WHAT YOU NEED TO DO: The records beneath should be printed exactly, and the pictures are to be left out.

GIVEN DATA:
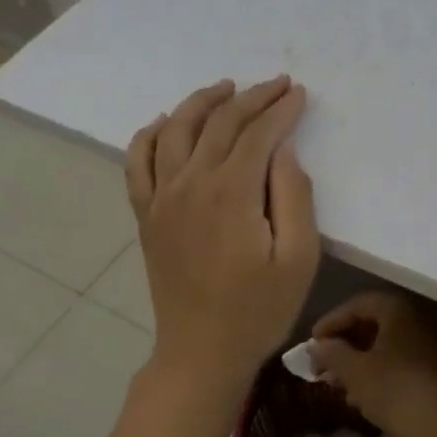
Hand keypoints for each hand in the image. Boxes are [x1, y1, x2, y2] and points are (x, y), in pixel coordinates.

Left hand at [125, 77, 320, 401]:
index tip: (299, 93)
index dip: (280, 108)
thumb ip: (294, 196)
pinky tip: (163, 123)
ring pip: (175, 130)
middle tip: (276, 85)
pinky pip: (138, 162)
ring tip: (224, 88)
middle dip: (251, 97)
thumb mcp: (298, 258)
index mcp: (231, 192)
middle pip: (219, 123)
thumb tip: (283, 149)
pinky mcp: (146, 215)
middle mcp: (190, 183)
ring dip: (200, 103)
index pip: (257, 132)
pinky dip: (149, 135)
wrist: (201, 352)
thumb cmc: (259, 310)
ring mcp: (161, 198)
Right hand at [309, 291, 436, 436]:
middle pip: (376, 323)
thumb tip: (318, 345)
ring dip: (365, 360)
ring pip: (393, 343)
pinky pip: (410, 358)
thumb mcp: (355, 373)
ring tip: (343, 387)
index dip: (330, 323)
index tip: (312, 346)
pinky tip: (370, 395)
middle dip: (347, 346)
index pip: (357, 304)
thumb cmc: (397, 393)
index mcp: (401, 307)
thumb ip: (331, 353)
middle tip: (325, 368)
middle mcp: (425, 314)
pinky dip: (387, 369)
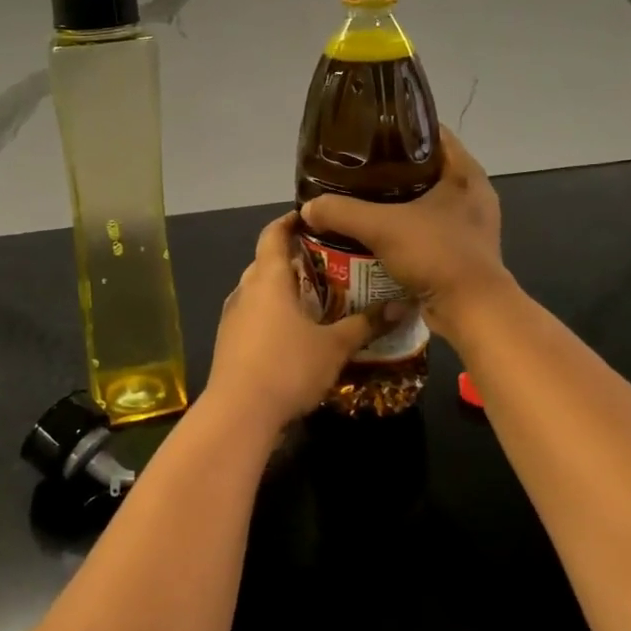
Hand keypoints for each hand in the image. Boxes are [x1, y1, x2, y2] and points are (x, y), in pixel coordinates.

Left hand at [204, 213, 390, 433]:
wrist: (238, 413)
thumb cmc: (287, 367)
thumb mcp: (334, 346)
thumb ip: (366, 324)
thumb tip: (402, 305)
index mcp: (268, 278)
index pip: (273, 234)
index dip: (289, 221)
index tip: (310, 218)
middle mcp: (245, 290)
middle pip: (266, 261)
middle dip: (292, 257)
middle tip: (327, 260)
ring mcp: (232, 316)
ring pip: (258, 289)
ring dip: (282, 288)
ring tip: (315, 295)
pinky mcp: (228, 341)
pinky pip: (253, 314)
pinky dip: (272, 312)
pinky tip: (293, 330)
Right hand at [299, 127, 510, 341]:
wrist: (472, 311)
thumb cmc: (436, 254)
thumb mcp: (381, 227)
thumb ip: (341, 212)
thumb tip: (307, 208)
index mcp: (465, 173)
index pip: (431, 133)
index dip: (399, 127)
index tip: (367, 130)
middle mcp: (472, 193)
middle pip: (426, 166)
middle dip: (391, 166)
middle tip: (355, 166)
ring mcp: (470, 223)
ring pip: (426, 199)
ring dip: (396, 199)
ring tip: (359, 197)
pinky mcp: (462, 250)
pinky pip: (427, 227)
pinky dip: (403, 227)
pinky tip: (375, 231)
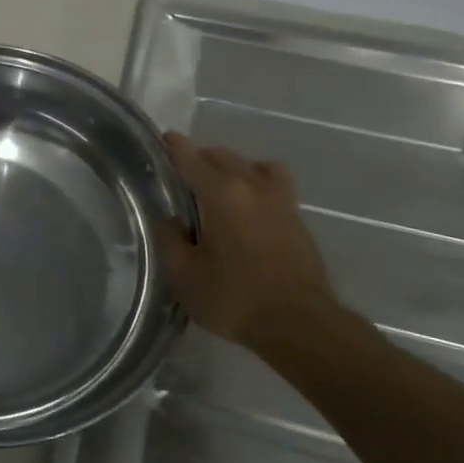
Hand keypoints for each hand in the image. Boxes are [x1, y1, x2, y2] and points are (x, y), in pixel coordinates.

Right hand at [157, 132, 368, 353]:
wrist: (300, 323)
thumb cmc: (234, 298)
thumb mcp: (184, 275)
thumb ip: (170, 240)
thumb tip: (170, 220)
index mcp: (220, 193)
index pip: (191, 158)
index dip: (174, 146)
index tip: (163, 138)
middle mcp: (251, 185)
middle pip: (221, 156)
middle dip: (200, 158)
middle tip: (182, 174)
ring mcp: (279, 198)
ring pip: (250, 164)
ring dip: (231, 167)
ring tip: (219, 185)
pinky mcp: (297, 216)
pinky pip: (272, 181)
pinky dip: (256, 180)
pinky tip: (249, 202)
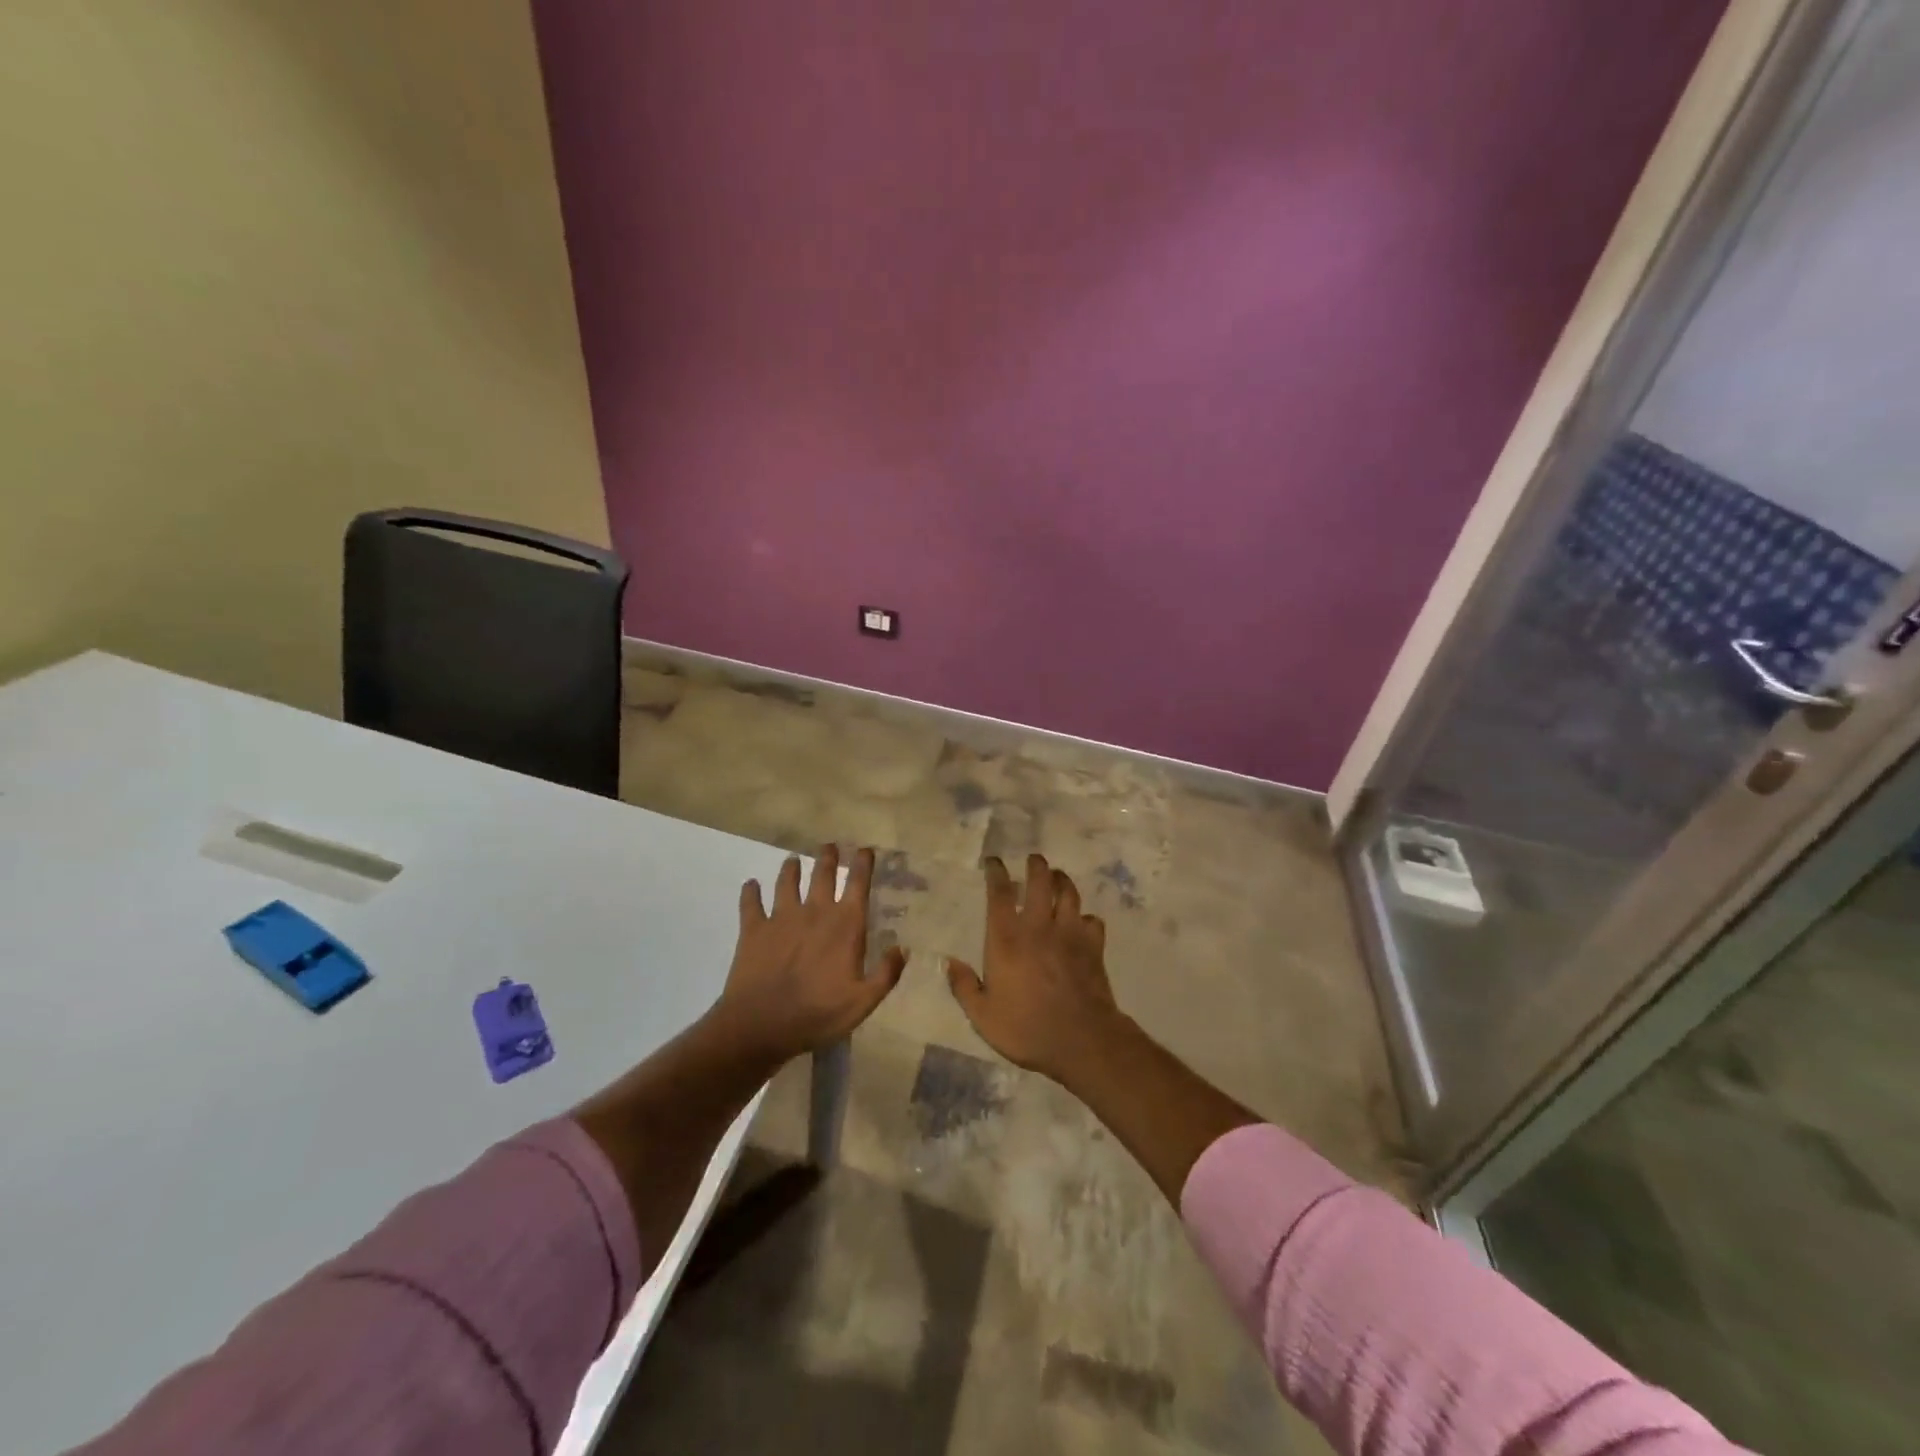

OUTPUT BELOW:
Hand keypoints for each hand in the image. Boxes are [x1, y1, x2, y2] and points are (x, y), in pixel coordinates.

Left hand at [125, 77, 320, 401]:
index tip: (299, 93)
index dip: (280, 108)
thumb ip: (294, 196)
pinky tip: (163, 123)
ring pip: (175, 130)
middle tip: (276, 85)
pinky pip: (138, 162)
ring tip: (224, 88)
middle dip: (251, 97)
thumb mcp: (298, 258)
index mcp: (231, 192)
middle pip: (219, 123)
thumb tip: (283, 149)
pinky mcp: (146, 215)
middle mcp: (190, 183)
ring dip: (200, 103)
index pip: (257, 132)
pinky dip: (149, 135)
wrist: (201, 352)
thumb cmc: (259, 310)
ring mcp: (161, 198)
Right hand at [309, 291, 436, 436]:
middle pip: (376, 323)
thumb tip: (318, 345)
ring dip: (365, 360)
ring pip: (393, 343)
pinky pip: (410, 358)
thumb mcp: (355, 373)
ring tip: (343, 387)
index dip: (330, 323)
index tip: (312, 346)
pinky tip: (370, 395)
middle dip: (347, 346)
index pip: (357, 304)
thumb cmc: (397, 393)
index mcp: (401, 307)
thumb ip: (331, 353)
middle tip: (325, 368)
middle mcp: (425, 314)
pinky dip: (387, 369)
Hand keypoints for each hand in the image. Boxes are [x1, y1, x2, y2] and points are (x, y), in pixel coordinates.

Left hand at [204, 213, 390, 433]:
wrist: (238, 413)
thumb cmc: (287, 367)
thumb mcp: (334, 346)
thumb ip: (366, 324)
thumb tip: (402, 305)
index mcp: (268, 278)
index pip: (273, 234)
index dip: (289, 221)
index tip: (310, 218)
middle mcp: (245, 290)
middle pip: (266, 261)
middle dip: (292, 257)
middle tip: (327, 260)
ring mcp: (232, 316)
ring pip: (258, 289)
ring dip: (282, 288)
ring tip: (315, 295)
pinky mcp: (228, 341)
pinky pip: (253, 314)
pinky dip: (272, 312)
pinky tip: (293, 330)
Right hand at [299, 127, 510, 341]:
wrist: (472, 311)
thumb cmc: (436, 254)
thumb mcp: (381, 227)
thumb ip: (341, 212)
thumb tip: (307, 208)
index mcp: (465, 173)
index pip: (431, 133)
index dip: (399, 127)
index tip: (367, 130)
middle mcp: (472, 193)
middle pip: (426, 166)
middle dip: (391, 166)
middle tip: (355, 166)
ring mcp: (470, 223)
ring pip: (426, 199)
ring dip: (396, 199)
ring tip: (359, 197)
pinky mcp: (462, 250)
pinky pip: (427, 227)
pinky dip: (403, 227)
pinky tip: (375, 231)
Hand keypoints for each hand in the image. Boxes are [x1, y1, x2, y2] and points are (x, y), in pixel coordinates.

Right hand at [157, 132, 368, 353]:
wrist: (300, 323)
thumb cmc: (234, 298)
thumb mcp: (184, 275)
thumb ip: (170, 240)
thumb tip: (170, 220)
index mcp: (220, 193)
index pip: (191, 158)
index dip: (174, 146)
index tip: (163, 138)
middle mcp: (251, 185)
middle pip: (221, 156)
middle dip: (200, 158)
middle tip: (182, 174)
ring mcp: (279, 198)
ring pip: (250, 164)
ring dip: (231, 167)
ring tip: (219, 185)
pinky mcp: (297, 216)
pinky pip: (272, 181)
pinky dip: (256, 180)
pinky tip: (249, 202)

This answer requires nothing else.